In 2009, the Gates Foundation gave out $1.8bn in grants to improve health in developing countries. If it were a state, it would be the world’s 10th largest international aid donor. Its operations certainly resemble a state, complete with an eight acre headquarters in Seattle housing 1000 staff and a virtual diplomatic service in the countries it assists. Its buildings are designed to look like arms reaching out to the globe.
This is the more attractive face of plutocracy and the “new global super rich,” described by Chrystia Freeland in her new book, Plutocrats. “After a few million or something, it’s all about how you’re going to give back,” as Bill Gates puts it. But there are also less attractive facets.
A century and a half ago, Alexis de Tocqueville wrote of the United States: “nothing struck me more forcibly than the general equality of conditions among the people.” Today, the top fifth of Americans own 84 per cent of national wealth. The top 1 per cent own nearly a third.

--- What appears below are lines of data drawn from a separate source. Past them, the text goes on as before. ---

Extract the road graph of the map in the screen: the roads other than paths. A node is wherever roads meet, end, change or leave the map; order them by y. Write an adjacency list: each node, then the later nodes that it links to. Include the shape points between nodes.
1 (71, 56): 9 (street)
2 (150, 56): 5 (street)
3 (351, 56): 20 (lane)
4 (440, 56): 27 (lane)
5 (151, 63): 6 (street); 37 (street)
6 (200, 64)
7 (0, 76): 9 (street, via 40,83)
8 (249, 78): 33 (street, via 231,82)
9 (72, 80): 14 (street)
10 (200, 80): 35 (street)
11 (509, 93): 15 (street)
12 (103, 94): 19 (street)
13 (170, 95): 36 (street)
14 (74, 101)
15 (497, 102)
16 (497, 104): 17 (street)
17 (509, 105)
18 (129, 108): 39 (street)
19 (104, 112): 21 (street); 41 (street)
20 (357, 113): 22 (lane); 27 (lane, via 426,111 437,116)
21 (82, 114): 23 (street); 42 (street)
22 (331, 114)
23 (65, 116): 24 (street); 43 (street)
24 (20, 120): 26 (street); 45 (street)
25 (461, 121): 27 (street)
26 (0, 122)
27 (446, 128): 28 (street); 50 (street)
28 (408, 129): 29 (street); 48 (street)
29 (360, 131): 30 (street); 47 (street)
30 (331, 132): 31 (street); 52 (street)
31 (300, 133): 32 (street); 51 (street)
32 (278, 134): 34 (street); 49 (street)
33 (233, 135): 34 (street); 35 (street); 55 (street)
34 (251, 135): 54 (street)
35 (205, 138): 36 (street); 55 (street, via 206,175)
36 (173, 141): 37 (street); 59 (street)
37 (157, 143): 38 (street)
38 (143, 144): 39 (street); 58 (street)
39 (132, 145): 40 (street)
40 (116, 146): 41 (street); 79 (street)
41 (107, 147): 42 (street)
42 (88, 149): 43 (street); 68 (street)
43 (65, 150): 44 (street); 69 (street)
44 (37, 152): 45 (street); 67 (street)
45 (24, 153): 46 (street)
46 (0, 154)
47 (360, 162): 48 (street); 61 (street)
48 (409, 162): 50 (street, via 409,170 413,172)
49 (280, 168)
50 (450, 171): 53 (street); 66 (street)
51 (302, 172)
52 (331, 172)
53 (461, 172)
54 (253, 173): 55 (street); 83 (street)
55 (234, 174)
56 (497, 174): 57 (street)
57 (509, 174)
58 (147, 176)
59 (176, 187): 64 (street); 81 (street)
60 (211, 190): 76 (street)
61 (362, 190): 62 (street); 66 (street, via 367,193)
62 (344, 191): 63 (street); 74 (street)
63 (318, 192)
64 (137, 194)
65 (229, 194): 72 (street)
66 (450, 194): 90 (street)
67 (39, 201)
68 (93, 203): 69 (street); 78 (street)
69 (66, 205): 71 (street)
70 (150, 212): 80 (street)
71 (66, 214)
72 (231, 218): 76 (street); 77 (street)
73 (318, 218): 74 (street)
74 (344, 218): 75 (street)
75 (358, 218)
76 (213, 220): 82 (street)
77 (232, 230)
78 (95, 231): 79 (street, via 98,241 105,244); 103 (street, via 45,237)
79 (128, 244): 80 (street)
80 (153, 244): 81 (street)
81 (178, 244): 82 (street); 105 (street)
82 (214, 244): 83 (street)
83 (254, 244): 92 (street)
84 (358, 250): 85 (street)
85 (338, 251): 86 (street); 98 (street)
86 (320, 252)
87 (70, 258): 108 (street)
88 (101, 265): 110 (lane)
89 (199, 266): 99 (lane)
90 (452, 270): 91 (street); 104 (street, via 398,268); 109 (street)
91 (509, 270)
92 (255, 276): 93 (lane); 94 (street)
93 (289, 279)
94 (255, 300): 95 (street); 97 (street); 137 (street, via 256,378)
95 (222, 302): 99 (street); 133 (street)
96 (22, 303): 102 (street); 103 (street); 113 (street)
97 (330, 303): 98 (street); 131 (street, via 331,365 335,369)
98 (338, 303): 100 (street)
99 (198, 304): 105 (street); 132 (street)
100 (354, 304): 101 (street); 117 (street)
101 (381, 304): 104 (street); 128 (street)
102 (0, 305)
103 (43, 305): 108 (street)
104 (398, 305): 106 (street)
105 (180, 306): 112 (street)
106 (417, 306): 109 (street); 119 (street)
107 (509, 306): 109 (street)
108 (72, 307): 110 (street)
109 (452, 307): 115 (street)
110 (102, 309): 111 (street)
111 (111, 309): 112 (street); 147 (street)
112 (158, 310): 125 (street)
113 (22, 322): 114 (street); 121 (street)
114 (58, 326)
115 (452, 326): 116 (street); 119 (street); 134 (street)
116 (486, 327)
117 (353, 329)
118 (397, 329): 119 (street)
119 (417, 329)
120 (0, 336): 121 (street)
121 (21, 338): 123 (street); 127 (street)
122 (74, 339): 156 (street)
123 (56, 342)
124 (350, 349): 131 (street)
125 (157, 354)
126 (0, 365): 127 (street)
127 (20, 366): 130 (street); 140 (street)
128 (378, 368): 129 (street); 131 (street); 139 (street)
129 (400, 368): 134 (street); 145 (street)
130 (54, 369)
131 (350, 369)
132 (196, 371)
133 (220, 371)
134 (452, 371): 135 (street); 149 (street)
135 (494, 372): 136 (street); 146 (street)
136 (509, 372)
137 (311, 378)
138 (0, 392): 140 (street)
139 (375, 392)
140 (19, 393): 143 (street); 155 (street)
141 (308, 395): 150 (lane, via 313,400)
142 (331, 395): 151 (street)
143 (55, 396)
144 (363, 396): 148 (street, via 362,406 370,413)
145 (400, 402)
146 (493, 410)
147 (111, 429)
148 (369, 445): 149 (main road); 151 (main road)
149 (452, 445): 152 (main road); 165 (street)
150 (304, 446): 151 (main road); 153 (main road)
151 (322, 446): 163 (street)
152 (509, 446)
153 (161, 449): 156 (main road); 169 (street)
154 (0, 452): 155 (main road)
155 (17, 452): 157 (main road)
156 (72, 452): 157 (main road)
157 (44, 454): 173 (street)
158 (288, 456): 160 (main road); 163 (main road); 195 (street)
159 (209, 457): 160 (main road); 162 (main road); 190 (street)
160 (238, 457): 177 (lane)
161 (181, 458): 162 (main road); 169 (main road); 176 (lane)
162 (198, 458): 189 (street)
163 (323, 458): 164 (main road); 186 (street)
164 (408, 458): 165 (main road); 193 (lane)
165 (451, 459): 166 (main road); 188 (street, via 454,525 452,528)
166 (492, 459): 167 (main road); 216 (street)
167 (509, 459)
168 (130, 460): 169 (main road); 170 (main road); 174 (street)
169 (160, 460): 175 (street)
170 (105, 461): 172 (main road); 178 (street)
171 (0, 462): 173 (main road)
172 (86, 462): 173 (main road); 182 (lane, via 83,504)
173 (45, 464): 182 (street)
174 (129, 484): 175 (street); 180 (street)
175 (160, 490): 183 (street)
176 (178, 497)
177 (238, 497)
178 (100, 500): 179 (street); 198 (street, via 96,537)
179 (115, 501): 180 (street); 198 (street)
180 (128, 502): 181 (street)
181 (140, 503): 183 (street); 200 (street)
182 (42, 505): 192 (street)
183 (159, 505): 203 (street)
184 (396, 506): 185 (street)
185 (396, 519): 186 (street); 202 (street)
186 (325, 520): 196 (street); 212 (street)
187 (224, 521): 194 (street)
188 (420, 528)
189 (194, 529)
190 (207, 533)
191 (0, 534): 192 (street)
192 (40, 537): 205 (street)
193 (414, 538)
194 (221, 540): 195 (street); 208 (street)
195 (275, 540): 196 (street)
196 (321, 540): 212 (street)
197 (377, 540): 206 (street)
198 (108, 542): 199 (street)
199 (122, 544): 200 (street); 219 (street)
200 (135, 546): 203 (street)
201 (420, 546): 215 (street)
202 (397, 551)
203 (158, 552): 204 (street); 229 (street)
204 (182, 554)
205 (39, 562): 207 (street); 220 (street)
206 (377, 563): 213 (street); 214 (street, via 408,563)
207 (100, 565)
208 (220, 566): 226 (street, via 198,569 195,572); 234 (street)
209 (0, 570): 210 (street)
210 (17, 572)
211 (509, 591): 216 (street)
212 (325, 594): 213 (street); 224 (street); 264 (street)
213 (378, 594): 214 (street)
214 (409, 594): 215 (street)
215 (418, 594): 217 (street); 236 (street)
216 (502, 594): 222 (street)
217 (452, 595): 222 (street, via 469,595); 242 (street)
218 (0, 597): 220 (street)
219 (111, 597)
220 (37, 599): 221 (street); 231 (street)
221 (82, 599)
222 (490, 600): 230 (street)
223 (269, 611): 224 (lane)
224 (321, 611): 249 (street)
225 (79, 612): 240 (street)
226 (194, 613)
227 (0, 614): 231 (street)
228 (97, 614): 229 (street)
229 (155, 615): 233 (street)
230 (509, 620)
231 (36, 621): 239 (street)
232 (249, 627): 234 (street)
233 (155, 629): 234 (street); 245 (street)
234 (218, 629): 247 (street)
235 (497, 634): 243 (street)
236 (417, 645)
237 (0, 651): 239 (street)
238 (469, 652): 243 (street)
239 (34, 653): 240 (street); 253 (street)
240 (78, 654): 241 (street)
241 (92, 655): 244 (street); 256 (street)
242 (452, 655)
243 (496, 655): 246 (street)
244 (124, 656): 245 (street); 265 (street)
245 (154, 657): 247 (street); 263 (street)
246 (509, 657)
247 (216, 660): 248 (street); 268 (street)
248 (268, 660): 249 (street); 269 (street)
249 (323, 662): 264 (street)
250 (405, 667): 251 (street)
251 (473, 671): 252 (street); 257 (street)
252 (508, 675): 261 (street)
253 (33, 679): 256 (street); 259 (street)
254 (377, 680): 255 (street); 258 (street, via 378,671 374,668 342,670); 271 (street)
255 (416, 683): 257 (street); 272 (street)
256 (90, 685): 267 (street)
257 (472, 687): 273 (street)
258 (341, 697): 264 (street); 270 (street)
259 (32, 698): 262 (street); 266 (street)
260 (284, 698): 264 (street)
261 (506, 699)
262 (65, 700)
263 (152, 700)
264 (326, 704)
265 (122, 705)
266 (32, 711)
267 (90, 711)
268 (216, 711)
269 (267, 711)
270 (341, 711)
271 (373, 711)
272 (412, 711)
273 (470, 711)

How big is the global plutocracy? Credit Suisse defines “ultra high net worth individuals” as those with net assets of more than $50m. Last year the bank reported that the number of them worldwide had surged to an estimated 84,700, of whom roughly a third had net assets of more than $100m. Nearly half of them are in North America and a quarter in Europe.
“The past decade has been especially conducive to the establishment of large fortunes,” Credit Suisse noted, contrary to expectations that the 2008 crash might have halted or even slowed the trend. So we are talking about a fairly numerous global plutocracy, defined by income, whose lifestyle and mores influence a still larger hinterland of the mere “super rich.”
A big and under-debated question is the compatibility of this plutocracy with modern democracy. This is a more specific issue than the growing concentration of wealth within society at large. It is about the political status of the new class of the super rich and their ability to shape law and society in their own image. “Figuring out how the plutocrats are connected to the rest of us is one of the challenges of the rise of the global super elite,” argues Freeland.
The failure of public policy to tackle the wilder excesses of corporate greed which create and sustain much of today’s plutocracy is a defining challenge of progressive politics for the next decade.
Today’s super rich believe they deserve their wealth, like the 19th and early 20th century British aristocracy who struggled so bitterly against the rise of democracy. They are constantly looking over their shoulder at those who are even richer, who make them feel almost poor; and they believe their income is highly vulnerable and under constant political attack. As Robert Harris puts it in his novel, The Fear Index, “He was remembering now why he didn’t like the rich: their self-pity. Persecution was the common ground of their conversation, like sport and the weather for everyone else.”
The plutocrats are fighting hard against the irreducible minimum requirement of democratic equality—that they contribute to the state on the same basis as everyone else. Thanks partly to the scrutiny of Mitt Romney’s tax affairs, people now see that plutocrats do not do so. It is not that they pay somewhat less tax, proportionately, than the middle class. They avoid and evade tax wholesale, courtesy of tax havens, tax loopholes, and gaming different tax treatments for different classes and locations of income and assets. This is organised by what Freeland calls the “income defence industry” with its international armoury of lawyers, accountants and consultants, who are paid multiples more than the public officials they confront and routinely outwit.
“Within the top 1 per cent, the richer you are, the lower your effective tax rate,” writes Freeland. In 2009, the top 0.1 per cent paid just 21 per cent. The top 400 tax payers in the US paid less than 17 per cent of their income in tax.
When tackling deeply entrenched interests, the imperative is for a simple and easily understood reform, which cannot be contested by them with a straight face. In the case of the plutocrats the simple reform is this: they should pay tax on their overall income, however derived, at no less than the average rate for middle income earners. I see this reform as the critical test for reconciling plutocracy and democracy in the next generation.
When President Barack Obama suggested a modest reform to this end—that private equity firms should not be able to exempt large swathes of the income of their staff from tax by calling it “carried interest”—Steve Schwarzman, founder of the private equity behemoth Blackstone, said it was “like when Hitler invaded Poland in 1939.”
It looks like we are in for a heroic political struggle. Let the battle commence.